Upstream 2026.06.16

[handstandsam]

Summary

Syncs the latest internal changes into the public repo through 2026.06.16. This is a cleanup + maintenance sync with no user-facing behavior changes:

• Vendor-neutral wording. Replaces references to a specific third-party test-management product in code comments, KDoc, test names, devlog prose, and CLI help text with generic terminology (e.g. "external test case", "test-management system", regression/… example trail paths, a sourceUrl metadata key). Strings and comments only — no runtime behavior changes.
• Removes unused progressive tool-loading machinery. Deletes the dead ToolLoadingStrategy enum, DynamicToolSetManager, and ToolSetManagementToolSet (and their tests), plus the toolLoadingStrategy config key.
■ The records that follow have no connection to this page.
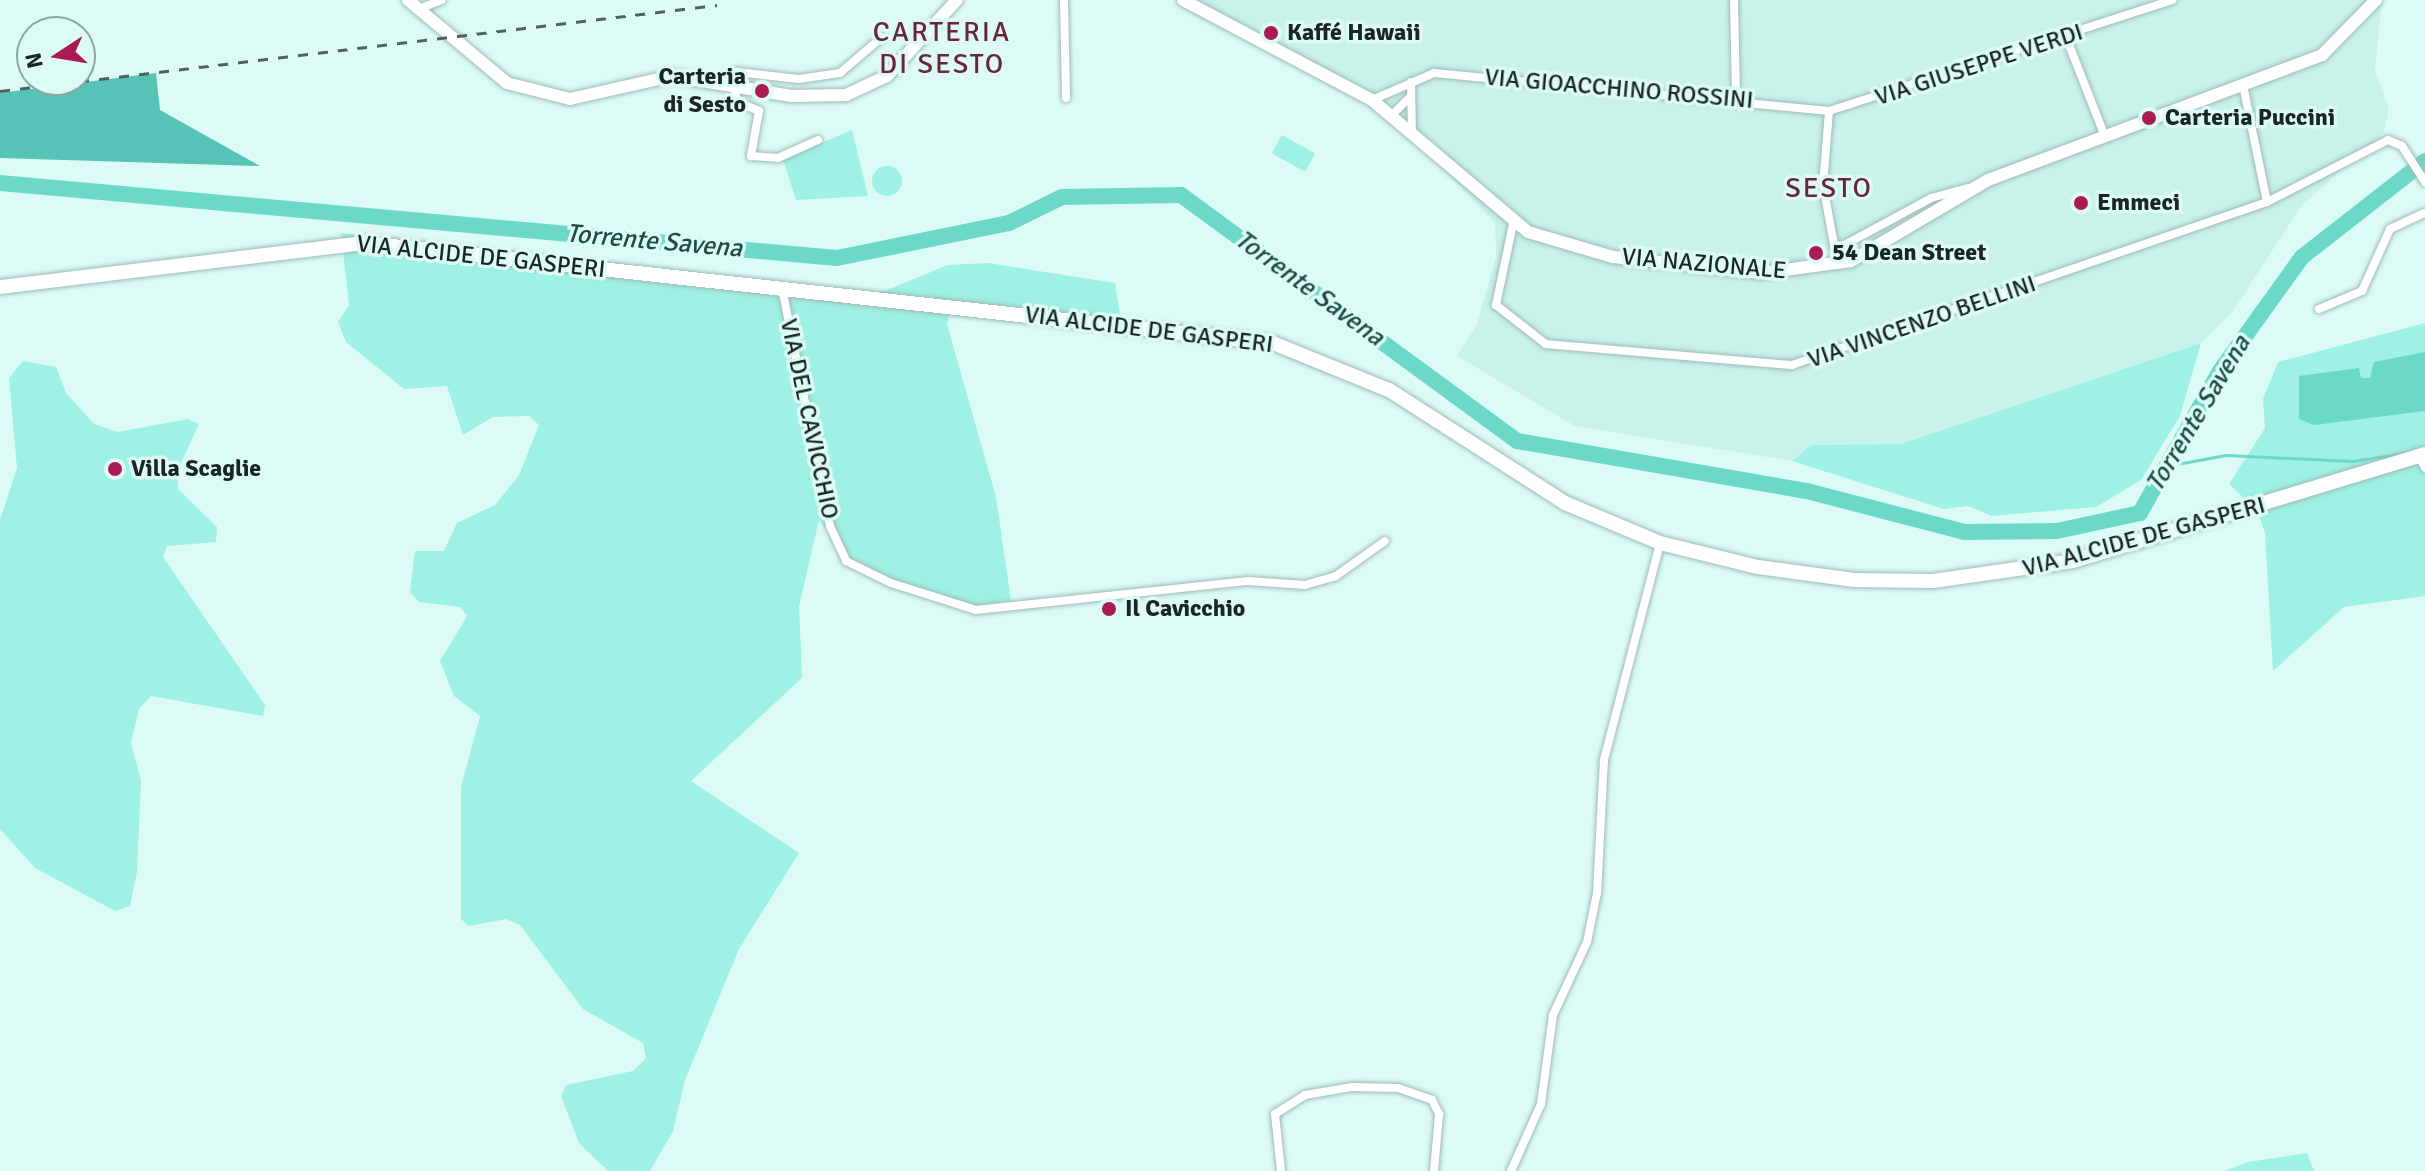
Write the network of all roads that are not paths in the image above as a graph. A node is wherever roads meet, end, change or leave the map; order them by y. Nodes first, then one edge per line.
1 (408, 0) edge
2 (442, 0) edge
3 (957, 0) edge
4 (1064, 0) edge
5 (1183, 0) edge
6 (1734, 0) edge
7 (2173, 0) edge
8 (2376, 0) edge
9 (421, 8) junction
10 (882, 37) dead end
11 (2066, 37) junction
12 (1411, 82) junction
13 (727, 83) junction
14 (2243, 85) junction
15 (1399, 91) junction
16 (1066, 98) dead end
17 (1410, 98) junction
18 (1736, 98) junction
19 (1372, 100) junction
20 (1829, 111) junction
21 (1392, 115) junction
22 (1412, 133) junction
23 (2104, 134) junction
24 (818, 140) dead end
25 (2425, 182) edge
26 (1975, 187) junction
27 (2267, 202) junction
28 (2425, 213) edge
29 (1513, 224) junction
30 (0, 287) edge
31 (782, 288) junction
32 (2319, 309) dead end
33 (2423, 459) edge
34 (1385, 541) dead end
35 (1660, 543) junction
36 (1281, 1171) edge
37 (1434, 1171) edge
38 (1511, 1171) edge

1 - 9 main road
2 - 9 street
3 - 13 main road
4 - 16 street
5 - 19 main road, VIA NAZIONALE
6 - 18 street
7 - 11 street, VIA GIUSEPPE VERDI
8 - 14 main road, VIA NAZIONALE
9 - 13 main road
10 - 13 street
11 - 20 street, VIA GIUSEPPE VERDI
11 - 23 street
12 - 15 street, VIA GIOACCHINO ROSSINI
12 - 17 street
12 - 18 street, VIA GIOACCHINO ROSSINI
13 - 24 street
14 - 23 main road, VIA NAZIONALE
14 - 27 street
15 - 19 street, VIA GIOACCHINO ROSSINI
15 - 21 street
17 - 21 street
17 - 22 street
18 - 20 street, VIA GIOACCHINO ROSSINI
19 - 21 main road, VIA NAZIONALE
20 - 26 street
21 - 22 main road, VIA NAZIONALE
22 - 29 main road, VIA NAZIONALE
23 - 26 main road, VIA NAZIONALE
25 - 27 street
26 - 29 main road, VIA NAZIONALE
27 - 29 street, VIA VINCENZO BELLINI
28 - 32 street
30 - 31 main road, VIA ALCIDE DE GASPERI
31 - 34 street, VIA DEL CAVICCHIO
31 - 35 main road, VIA ALCIDE DE GASPERI
33 - 35 main road, VIA ALCIDE DE GASPERI
35 - 38 street
36 - 37 street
These were never wired into a live code path; tool exposure is governed by the existing McpToolProfile (FULL / MINIMAL).
• Dependency bump. micrometer 1.13.4 → 1.15.12 in the dependency-guard baselines.

Dependency-guard fix (also in this PR)

The micrometer bump above is a transitive force to patch CVE-2026-40984. That force previously lived only in the internal repo's root build.gradle.kts (not mirrored here), so the synced baselines said 1.15.12 while this repo actually resolved 1.13.4 → dependencyGuard failed. This PR adds a shared gradle/dependency-security.gradle.kts (applied from the root build) so this repo resolves the same 1.15.12, the baselines match, and the open-source build gets the CVE patch too. The internal counterpart is squareup/trailblaze-internal#3805.